Netflix Acquires Ben Affleck's AI Filmmaking Startup InterPositive

Netflix has acquired InterPositive, an AI filmmaking technology company founded by actor and director Ben Affleck, the streaming giant announced on March 5, 2026. The deal brings InterPositive's entire 16-person engineering team into Netflix, with Affleck joining the company as a Senior Advisor. Financial terms were not disclosed.

The acquisition marks Netflix's most significant move yet into proprietary AI tools for film and television production, positioning the streaming giant to reduce post-production costs while maintaining creative control over its content.

What InterPositive Actually Does

Unlike general-purpose generative AI models that can create videos from text prompts, InterPositive built tools specifically designed for filmmakers working with existing footage. The company's technology addresses real-world production challenges: continuity issues, lighting adjustments, background replacements, missing shots, and other post-production hurdles.

According to reporting from TechCrunch and the LA Times, InterPositive was trained on proprietary datasets from controlled soundstages, allowing it to understand visual logic, editorial consistency, and cinematic rules. Critically, Affleck built constraints into the technology to protect creative intent—ensuring that artists retain decision-making authority rather than having AI override their choices.

"We founded InterPositive to give filmmakers more creative choices, not fewer," Affleck said in Netflix's announcement. "I'm excited to continue this work at Netflix and explore how we can meaningfully serve the needs of the creative community."

Strategic Implications for Netflix

The move could yield significant cost savings. Industry analysts estimate that even modest reductions in post-production expenses—say, 10%—could save Netflix hundreds of millions of dollars annually given its original content spending.

Netflix has already experimented with AI-assisted visual effects. The company revealed that AI tools were used to render a building collapse sequence in its sci-fi series The Eternaut, completing what traditionally takes months of VFX work in approximately 10% of the usual timeline.

InterPositive's technology will be available exclusively to Netflix's creative partners rather than offered for commercial sale, giving Netflix direct control over how the tools are applied and improved.

Broader Hollywood Context

The acquisition arrives amid intense debate about AI's role in entertainment. SAG-AFTRA has negotiated AI protections for performers, while studios face ongoing legal challenges regarding the use of copyrighted material in AI training. Several prominent filmmakers have publicly opposed AI-generated content, arguing it threatens creative jobs and artistic integrity.

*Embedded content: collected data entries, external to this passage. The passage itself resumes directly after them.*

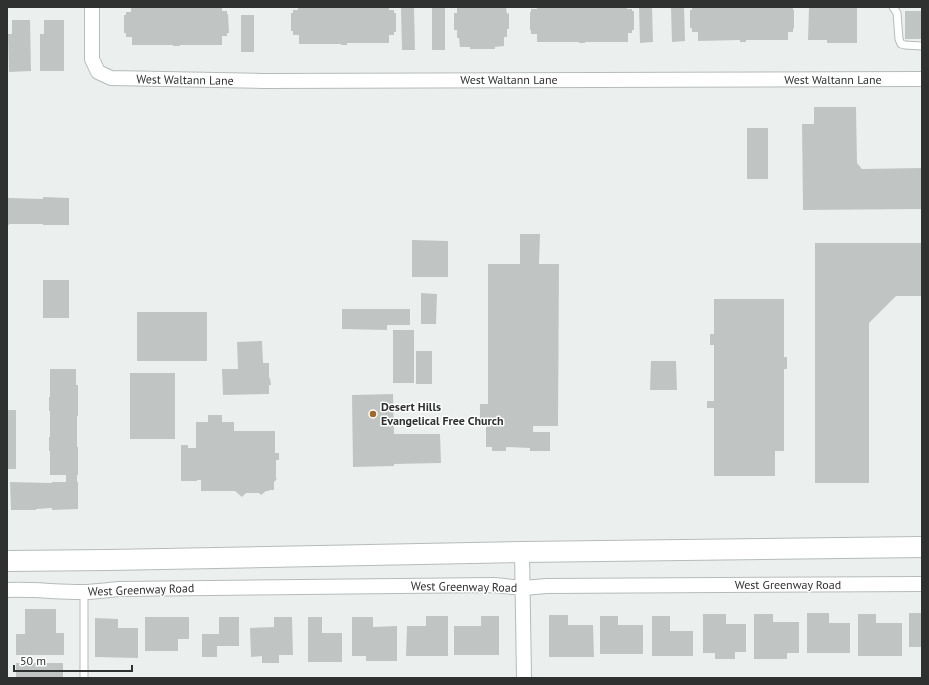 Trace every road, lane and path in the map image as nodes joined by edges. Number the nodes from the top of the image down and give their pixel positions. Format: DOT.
graph roads {
  1 [pos="92,7"];
  2 [pos="893,7"];
  3 [pos="922,46"];
  4 [pos="922,79"];
  5 [pos="922,546"];
  6 [pos="522,552"];
  7 [pos="7,561"];
  8 [pos="922,584"];
  9 [pos="523,588"];
  10 [pos="7,590"];
  11 [pos="84,592"];
  12 [pos="84,678"];
  13 [pos="524,678"];
  1 -- 4 [label="street, West Waltann Lane"];
  2 -- 3 [label="lane"];
  5 -- 6 [label="main road"];
  6 -- 7 [label="main road"];
  6 -- 9 [label="street"];
  8 -- 9 [label="street, West Greenway Road"];
  9 -- 11 [label="street, West Greenway Road"];
  9 -- 13 [label="street"];
  10 -- 11 [label="street, West Greenway Road"];
  11 -- 12 [label="lane"];
}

Netflix's approach—framing AI as augmentation rather than replacement—mirrors a broader industry strategy to assuage these concerns. Elizabeth Stone, Netflix's Chief Product and Technology Officer, emphasized that "innovation should empower storytellers, not replace them."

Whether this acquisition proves transformative or incremental remains to be seen. But with a major Hollywood name now directly involved in AI product development, Netflix has signaled it intends to lead the industry toward filmmaker-first AI tools.